What is needed is a copy of each line in the listing below that contains "Gate".
Segment Start: Exercise data
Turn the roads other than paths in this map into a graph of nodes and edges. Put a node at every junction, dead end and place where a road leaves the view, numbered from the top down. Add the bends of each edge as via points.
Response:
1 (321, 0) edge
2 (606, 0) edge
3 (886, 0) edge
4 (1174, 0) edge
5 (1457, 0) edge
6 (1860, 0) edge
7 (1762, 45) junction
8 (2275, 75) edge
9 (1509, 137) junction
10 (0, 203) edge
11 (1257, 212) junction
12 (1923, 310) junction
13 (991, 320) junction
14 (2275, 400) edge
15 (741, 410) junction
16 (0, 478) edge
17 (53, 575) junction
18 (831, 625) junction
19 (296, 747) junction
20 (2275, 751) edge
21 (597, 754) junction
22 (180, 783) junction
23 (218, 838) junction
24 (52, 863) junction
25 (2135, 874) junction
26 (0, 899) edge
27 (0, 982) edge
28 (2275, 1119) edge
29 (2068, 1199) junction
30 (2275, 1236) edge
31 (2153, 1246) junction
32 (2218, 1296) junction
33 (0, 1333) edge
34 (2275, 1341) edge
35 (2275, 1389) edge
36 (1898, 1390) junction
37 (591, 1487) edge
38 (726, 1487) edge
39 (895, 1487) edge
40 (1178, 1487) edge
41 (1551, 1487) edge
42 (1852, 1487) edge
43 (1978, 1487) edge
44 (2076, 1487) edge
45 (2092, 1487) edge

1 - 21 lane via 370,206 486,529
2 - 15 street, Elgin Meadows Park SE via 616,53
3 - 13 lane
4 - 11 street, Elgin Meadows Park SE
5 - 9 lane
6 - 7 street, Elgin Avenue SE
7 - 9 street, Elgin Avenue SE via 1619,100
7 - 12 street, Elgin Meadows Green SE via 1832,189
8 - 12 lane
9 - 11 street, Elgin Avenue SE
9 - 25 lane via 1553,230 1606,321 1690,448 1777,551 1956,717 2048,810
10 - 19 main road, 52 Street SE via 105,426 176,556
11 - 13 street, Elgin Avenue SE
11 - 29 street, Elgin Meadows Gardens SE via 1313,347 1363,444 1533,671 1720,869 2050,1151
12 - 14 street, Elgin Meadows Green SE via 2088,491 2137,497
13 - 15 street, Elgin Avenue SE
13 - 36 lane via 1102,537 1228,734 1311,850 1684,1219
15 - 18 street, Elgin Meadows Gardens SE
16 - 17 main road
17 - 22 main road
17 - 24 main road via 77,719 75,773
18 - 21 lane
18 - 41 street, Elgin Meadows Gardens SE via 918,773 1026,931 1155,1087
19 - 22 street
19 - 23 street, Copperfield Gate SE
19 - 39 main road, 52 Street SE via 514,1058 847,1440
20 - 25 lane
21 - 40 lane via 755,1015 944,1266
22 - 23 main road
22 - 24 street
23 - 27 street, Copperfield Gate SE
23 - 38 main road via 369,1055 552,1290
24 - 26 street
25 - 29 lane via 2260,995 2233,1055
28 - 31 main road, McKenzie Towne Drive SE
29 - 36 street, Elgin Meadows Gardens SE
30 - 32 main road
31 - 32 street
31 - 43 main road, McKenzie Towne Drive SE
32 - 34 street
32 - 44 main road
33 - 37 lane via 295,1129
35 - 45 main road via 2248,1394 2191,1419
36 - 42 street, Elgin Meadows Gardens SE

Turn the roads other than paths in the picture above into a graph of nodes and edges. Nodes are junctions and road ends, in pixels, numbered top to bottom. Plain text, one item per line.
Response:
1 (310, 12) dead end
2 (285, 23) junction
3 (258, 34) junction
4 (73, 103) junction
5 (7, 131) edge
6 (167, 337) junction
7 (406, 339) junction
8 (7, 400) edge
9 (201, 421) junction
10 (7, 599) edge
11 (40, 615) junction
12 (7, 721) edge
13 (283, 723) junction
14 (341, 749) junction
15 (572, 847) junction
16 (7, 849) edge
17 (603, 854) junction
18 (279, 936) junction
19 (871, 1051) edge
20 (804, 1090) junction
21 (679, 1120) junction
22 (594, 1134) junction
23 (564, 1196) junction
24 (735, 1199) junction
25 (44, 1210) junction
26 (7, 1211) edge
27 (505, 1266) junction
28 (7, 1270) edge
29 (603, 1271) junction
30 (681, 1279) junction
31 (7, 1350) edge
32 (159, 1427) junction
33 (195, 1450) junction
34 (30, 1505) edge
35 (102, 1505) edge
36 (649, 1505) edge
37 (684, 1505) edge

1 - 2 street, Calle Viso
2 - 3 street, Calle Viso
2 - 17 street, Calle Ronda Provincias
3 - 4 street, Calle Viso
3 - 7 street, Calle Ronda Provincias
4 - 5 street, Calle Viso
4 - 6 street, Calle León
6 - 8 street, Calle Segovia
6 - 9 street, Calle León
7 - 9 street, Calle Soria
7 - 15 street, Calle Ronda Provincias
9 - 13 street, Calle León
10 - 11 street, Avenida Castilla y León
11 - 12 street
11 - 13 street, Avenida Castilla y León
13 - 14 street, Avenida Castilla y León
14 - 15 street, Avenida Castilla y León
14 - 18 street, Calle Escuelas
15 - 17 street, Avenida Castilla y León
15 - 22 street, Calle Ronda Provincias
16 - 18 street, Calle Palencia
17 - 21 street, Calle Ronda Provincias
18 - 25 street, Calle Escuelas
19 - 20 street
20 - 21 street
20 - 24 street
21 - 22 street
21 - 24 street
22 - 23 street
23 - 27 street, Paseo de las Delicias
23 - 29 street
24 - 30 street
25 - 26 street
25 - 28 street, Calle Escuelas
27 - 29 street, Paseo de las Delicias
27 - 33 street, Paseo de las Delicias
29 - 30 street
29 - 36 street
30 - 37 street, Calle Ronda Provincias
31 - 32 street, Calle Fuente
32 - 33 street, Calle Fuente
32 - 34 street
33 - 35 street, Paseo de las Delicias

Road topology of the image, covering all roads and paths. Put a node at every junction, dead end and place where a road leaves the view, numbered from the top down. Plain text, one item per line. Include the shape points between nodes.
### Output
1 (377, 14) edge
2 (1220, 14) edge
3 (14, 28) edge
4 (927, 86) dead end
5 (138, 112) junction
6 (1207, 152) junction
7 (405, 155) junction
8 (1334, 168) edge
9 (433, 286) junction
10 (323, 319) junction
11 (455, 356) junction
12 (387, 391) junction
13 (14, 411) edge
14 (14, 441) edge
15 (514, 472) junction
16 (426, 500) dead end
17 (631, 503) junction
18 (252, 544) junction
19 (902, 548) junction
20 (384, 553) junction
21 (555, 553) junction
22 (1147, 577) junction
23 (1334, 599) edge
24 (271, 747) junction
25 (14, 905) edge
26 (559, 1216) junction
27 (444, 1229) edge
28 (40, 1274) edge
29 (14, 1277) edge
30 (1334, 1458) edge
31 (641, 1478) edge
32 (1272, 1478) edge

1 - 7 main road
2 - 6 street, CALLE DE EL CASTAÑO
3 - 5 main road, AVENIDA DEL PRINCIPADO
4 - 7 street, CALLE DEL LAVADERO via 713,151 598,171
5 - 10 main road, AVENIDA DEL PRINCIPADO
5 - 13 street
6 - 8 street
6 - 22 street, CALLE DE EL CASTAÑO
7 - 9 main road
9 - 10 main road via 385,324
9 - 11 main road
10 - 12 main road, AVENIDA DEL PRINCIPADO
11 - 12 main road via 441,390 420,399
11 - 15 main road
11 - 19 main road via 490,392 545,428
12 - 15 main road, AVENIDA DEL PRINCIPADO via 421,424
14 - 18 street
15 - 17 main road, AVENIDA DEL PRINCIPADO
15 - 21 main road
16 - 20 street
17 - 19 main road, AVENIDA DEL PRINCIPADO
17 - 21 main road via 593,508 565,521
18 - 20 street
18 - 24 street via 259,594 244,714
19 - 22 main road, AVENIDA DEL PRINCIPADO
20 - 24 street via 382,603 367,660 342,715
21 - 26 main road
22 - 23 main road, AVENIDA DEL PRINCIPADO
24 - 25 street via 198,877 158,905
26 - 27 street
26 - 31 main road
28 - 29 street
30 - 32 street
Segment End: Exercise data
**Answer**
19 - 23 street, Copperfield Gate SE
23 - 27 street, Copperfield Gate SE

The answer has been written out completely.